WHAT THIS TASK INVOLVES:
Reproduce the first line of the material below and each line after it, exactly, through the line containing "ctx.drawImage(await loadImage('image0.png'), 0, 35, 350, 74)", and give nothing more.

INFORMATION SHOWN:
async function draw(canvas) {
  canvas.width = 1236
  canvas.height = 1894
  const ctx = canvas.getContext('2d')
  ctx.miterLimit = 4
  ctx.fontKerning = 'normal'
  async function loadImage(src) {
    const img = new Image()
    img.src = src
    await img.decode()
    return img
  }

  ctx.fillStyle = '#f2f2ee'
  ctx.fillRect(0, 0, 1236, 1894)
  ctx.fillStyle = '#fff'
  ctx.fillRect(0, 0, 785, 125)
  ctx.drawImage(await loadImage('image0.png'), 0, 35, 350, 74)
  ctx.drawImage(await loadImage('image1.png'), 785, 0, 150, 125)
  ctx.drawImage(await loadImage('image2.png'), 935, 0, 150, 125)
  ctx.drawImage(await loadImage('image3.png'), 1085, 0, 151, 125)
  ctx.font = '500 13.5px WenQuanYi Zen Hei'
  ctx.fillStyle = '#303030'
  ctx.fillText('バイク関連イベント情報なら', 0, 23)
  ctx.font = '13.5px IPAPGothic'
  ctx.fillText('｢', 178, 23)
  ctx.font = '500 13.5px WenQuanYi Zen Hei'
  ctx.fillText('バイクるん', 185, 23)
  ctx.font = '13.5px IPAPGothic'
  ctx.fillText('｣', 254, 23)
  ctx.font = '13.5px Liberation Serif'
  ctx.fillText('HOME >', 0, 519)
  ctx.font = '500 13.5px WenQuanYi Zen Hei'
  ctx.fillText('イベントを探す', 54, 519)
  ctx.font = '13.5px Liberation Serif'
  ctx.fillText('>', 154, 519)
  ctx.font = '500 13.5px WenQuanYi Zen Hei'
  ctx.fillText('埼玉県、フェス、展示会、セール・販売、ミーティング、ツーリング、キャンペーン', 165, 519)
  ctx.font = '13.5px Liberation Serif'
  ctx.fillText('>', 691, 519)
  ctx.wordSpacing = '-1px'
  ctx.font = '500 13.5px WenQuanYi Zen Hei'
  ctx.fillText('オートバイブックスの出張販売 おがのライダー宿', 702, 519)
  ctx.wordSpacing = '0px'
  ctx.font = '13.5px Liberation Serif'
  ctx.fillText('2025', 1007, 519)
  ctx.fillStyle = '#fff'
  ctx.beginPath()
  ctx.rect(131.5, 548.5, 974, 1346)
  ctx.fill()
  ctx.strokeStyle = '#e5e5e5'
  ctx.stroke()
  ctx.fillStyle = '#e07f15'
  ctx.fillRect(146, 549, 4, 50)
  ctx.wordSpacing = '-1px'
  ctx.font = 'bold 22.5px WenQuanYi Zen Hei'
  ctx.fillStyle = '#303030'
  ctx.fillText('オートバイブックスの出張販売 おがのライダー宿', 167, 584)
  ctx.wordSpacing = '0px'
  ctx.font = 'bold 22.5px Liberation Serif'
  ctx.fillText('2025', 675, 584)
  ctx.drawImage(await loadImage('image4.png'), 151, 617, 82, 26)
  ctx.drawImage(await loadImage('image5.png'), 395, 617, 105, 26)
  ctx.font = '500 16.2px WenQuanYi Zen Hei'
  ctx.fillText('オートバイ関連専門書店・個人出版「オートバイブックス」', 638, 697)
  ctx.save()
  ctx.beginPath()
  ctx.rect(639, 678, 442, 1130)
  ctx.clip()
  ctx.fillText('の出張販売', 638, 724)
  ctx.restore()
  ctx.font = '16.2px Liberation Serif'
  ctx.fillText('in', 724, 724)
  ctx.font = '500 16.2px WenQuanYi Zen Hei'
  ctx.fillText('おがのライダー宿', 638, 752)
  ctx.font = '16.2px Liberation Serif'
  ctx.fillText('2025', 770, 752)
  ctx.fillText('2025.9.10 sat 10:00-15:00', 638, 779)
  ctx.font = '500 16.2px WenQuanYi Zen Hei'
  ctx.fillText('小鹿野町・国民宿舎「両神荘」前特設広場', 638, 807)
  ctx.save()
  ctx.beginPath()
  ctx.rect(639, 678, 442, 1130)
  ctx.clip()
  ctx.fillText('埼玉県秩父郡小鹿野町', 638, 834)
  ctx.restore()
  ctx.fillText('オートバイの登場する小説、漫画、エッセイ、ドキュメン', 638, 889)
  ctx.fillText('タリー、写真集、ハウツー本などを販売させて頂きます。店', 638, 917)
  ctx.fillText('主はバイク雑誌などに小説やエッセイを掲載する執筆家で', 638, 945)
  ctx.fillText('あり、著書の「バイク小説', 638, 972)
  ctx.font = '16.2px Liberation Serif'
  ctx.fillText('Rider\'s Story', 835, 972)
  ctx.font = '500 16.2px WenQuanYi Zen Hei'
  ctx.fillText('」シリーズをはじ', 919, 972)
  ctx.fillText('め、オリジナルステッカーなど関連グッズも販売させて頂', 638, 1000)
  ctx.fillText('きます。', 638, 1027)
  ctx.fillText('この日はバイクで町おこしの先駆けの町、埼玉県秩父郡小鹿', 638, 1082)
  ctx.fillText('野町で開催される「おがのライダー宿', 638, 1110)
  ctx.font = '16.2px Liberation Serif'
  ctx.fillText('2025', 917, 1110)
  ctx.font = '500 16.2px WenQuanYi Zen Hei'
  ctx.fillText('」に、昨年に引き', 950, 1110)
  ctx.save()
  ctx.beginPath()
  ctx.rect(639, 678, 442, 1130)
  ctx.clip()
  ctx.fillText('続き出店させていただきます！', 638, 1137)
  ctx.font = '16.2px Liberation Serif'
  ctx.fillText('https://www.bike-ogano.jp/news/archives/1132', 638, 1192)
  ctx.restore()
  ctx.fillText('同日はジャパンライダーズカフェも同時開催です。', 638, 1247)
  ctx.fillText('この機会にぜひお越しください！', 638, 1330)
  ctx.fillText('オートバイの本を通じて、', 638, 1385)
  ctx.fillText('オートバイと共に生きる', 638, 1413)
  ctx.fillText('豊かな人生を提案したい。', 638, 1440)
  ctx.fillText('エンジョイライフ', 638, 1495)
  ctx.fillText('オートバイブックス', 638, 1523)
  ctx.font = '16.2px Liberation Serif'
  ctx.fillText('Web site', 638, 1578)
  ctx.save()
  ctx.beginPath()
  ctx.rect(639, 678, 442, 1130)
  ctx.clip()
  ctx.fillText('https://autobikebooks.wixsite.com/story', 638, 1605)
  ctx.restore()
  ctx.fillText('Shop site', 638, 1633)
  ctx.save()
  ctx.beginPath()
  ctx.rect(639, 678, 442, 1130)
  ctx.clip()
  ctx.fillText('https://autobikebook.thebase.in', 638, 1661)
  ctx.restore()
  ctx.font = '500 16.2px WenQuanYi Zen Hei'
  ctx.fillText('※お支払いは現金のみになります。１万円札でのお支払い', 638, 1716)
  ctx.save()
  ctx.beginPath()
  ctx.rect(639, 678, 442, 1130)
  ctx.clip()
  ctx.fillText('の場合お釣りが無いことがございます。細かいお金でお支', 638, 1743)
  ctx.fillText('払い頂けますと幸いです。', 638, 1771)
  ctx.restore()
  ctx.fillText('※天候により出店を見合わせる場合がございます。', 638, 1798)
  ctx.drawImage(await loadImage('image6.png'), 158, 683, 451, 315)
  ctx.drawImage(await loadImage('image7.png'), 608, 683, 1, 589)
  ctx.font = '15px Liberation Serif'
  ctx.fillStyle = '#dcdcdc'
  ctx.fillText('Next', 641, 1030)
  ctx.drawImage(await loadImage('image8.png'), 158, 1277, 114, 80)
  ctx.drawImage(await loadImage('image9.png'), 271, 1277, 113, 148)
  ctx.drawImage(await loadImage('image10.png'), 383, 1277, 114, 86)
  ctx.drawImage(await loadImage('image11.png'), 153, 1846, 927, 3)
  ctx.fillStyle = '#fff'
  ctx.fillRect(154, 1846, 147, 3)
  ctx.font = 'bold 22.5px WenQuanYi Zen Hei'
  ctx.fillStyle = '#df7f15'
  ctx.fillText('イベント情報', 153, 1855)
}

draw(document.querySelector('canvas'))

TASK OUTPUT:
async function draw(canvas) {
  canvas.width = 1236
  canvas.height = 1894
  const ctx = canvas.getContext('2d')
  ctx.miterLimit = 4
  ctx.fontKerning = 'normal'
  async function loadImage(src) {
    const img = new Image()
    img.src = src
    await img.decode()
    return img
  }

  ctx.fillStyle = '#f2f2ee'
  ctx.fillRect(0, 0, 1236, 1894)
  ctx.fillStyle = '#fff'
  ctx.fillRect(0, 0, 785, 125)
  ctx.drawImage(await loadImage('image0.png'), 0, 35, 350, 74)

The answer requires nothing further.